Tony Grayling: I think that's right - it's always very difficult to pinpoint one event as being significant of climate change - for example, last year we saw both droughts and flooding to a large extent, across the country. That may well be a portent of things to come. It looks as though we are going to have to invest more in flood defences, over time, to keep pace with climate change. It looks also as though we're going to have to have a different way of managing our water resources.

Tom Heap: Dr. Bjorn Lomborg, what do you think about the link between those two things?

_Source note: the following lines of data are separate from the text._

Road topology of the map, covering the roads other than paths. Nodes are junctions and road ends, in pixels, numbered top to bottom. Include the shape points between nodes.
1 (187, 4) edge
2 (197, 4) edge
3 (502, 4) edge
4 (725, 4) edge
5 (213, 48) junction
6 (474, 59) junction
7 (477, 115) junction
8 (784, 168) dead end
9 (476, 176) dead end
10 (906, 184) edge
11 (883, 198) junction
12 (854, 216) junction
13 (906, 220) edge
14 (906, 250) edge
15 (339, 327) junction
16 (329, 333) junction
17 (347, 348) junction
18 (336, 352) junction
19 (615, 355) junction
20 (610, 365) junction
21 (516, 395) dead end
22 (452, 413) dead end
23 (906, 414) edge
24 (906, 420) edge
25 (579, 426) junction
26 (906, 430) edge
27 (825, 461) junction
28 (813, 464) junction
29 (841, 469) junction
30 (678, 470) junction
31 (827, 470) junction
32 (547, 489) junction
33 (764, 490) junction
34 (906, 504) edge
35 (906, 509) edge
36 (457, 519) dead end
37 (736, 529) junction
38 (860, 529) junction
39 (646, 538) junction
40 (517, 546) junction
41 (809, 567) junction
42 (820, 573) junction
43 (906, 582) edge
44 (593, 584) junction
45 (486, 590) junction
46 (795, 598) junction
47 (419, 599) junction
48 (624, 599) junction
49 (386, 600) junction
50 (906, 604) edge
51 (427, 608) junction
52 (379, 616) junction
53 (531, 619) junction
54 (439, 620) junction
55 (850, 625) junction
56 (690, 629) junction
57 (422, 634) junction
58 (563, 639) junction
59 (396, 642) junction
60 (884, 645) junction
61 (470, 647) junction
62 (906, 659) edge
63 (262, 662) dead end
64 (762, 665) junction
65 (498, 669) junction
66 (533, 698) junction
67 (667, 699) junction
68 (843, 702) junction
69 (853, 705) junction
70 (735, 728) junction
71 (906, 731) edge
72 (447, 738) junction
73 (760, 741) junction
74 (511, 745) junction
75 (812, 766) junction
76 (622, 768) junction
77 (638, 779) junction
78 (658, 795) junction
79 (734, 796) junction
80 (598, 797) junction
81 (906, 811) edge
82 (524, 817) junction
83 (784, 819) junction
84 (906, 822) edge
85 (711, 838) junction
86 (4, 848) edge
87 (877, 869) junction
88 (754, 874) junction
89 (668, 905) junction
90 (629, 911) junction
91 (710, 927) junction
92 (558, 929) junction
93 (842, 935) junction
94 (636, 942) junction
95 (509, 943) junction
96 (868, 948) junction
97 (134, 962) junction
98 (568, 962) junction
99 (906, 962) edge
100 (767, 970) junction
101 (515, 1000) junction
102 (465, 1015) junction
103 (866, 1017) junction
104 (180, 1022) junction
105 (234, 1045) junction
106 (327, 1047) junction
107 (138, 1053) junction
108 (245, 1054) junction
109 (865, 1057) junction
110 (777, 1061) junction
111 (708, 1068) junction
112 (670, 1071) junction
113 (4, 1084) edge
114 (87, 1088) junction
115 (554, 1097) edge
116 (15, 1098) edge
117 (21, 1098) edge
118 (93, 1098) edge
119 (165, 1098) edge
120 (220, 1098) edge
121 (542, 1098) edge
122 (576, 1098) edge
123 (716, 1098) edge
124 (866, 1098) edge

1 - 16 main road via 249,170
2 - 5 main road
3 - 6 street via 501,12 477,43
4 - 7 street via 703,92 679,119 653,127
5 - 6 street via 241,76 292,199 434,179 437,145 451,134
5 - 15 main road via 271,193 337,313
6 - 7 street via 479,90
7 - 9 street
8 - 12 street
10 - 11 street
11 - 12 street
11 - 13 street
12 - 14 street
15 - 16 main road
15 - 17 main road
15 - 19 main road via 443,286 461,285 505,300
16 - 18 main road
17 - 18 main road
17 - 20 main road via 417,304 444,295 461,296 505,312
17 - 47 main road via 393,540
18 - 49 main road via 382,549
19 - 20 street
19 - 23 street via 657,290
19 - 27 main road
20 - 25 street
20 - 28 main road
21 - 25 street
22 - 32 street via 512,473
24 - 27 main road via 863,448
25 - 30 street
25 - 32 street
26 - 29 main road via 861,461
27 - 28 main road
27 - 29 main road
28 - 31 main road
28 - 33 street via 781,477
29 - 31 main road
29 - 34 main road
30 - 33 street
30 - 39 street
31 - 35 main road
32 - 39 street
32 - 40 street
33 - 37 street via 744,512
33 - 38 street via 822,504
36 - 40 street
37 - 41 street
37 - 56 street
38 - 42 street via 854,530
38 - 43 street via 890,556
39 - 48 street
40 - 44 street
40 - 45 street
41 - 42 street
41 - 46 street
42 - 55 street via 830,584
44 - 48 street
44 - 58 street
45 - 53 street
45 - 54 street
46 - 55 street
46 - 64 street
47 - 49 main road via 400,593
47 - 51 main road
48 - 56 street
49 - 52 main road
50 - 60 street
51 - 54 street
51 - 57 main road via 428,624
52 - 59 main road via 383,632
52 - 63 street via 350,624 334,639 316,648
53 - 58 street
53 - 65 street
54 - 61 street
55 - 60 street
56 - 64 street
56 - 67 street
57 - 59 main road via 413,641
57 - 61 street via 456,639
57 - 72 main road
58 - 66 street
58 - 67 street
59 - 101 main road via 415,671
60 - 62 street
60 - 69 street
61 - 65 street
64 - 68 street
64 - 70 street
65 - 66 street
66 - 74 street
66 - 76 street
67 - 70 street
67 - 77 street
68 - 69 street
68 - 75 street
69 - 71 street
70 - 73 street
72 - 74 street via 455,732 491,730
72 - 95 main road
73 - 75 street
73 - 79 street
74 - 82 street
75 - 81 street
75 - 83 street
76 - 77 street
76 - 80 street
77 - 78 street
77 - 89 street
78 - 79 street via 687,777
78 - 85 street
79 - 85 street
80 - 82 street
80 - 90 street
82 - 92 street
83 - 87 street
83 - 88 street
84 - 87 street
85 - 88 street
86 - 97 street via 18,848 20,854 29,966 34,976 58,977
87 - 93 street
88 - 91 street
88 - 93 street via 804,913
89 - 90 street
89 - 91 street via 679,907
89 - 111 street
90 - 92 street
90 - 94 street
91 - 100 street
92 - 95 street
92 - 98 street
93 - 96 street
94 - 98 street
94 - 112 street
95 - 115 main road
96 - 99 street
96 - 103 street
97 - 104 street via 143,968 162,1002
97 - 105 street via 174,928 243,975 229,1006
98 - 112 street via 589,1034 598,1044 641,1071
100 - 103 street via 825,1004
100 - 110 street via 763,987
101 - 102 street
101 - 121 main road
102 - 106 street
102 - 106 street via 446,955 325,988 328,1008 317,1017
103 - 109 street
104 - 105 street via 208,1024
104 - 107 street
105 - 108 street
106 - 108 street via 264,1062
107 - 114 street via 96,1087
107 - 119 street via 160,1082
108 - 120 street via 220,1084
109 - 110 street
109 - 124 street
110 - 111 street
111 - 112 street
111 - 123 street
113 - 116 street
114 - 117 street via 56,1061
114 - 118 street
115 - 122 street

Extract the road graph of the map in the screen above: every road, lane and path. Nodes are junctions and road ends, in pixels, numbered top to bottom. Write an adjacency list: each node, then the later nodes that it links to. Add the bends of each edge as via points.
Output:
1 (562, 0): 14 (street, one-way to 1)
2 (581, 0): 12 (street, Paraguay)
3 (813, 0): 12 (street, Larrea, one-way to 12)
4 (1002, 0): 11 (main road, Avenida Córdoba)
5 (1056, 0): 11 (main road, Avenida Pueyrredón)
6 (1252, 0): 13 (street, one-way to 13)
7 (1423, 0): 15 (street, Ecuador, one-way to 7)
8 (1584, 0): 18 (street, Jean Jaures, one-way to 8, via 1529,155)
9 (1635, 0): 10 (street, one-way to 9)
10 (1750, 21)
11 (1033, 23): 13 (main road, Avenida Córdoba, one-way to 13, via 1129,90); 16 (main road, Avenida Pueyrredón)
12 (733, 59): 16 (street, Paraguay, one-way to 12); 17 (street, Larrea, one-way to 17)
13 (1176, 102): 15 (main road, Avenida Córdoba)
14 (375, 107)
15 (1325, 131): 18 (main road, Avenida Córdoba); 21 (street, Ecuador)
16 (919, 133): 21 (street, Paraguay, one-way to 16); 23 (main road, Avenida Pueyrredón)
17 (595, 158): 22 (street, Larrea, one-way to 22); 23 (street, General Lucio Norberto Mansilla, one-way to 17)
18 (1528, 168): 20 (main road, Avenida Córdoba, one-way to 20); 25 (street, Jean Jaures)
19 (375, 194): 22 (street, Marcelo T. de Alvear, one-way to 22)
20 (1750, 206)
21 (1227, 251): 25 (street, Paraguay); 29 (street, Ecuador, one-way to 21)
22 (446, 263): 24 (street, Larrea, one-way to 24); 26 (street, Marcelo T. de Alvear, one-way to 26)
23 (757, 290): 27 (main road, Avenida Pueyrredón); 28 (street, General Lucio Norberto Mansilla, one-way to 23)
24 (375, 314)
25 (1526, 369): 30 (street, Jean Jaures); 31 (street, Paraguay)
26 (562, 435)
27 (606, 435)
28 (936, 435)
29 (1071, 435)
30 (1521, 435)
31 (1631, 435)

Bjorn Lomborg: Well, I think we need to be realistic and say we do know that we're going to see more heat waves, we're probably also going to see fewer cold waves, and we know that we're going to see more strong downpours, which support Tony's point in saying that we'll probably see more flooding. On the other hand, I think there's a general tendency to almost link any event that we see and say "Ah, this is an extra indicator of more extreme weather", whereas the reality is: a lot of these indicators we, first of all, can't link to global warming, and, secondly, some of them will get worse but some of them will get less bad. And we need to be honest about that - yes, we're going to see more heat waves, that's bad. We're also going to see fewer cold waves, which is actually good.

Tom Heap: In your view, Bjorn, how bad is climate change?

Bjorn Lomborg: Global warming is going to be a problem, it definitely is. But we also should recognise that most economic models actually indicate a moderate global warming - somewhere between 1 and 2 degrees' warming - will, overall, be a net positive for the world. Now, it's important to recognise that that hides an important distributional effect, because it's going to be beneficial for many rich countries, which, typically, lie in the mid temperate zones, whereas it's going to be bad already now for developing countries, where it's already pretty damn warm.

Tom Heap: A net positive, Julia? I saw a little grimace pass across your face then.

Julia Slingo: Yes, I think it was the use of "moderate" being 1 to 2 degrees. I think that, you know, if we look at what the 5th Assessment Report is saying depends where your starting point is, of course, with the temperature, but I think it's generally accepted now that to stay within a world that is less than 2 degrees warmer is going to be extremely challenging, and therefore we're probably looking at something that's a bit more than 2 degrees. And if you get up somewhere near 4 degrees, the implications, around the world, for food security, house [?] security, energy security, political security, are immense.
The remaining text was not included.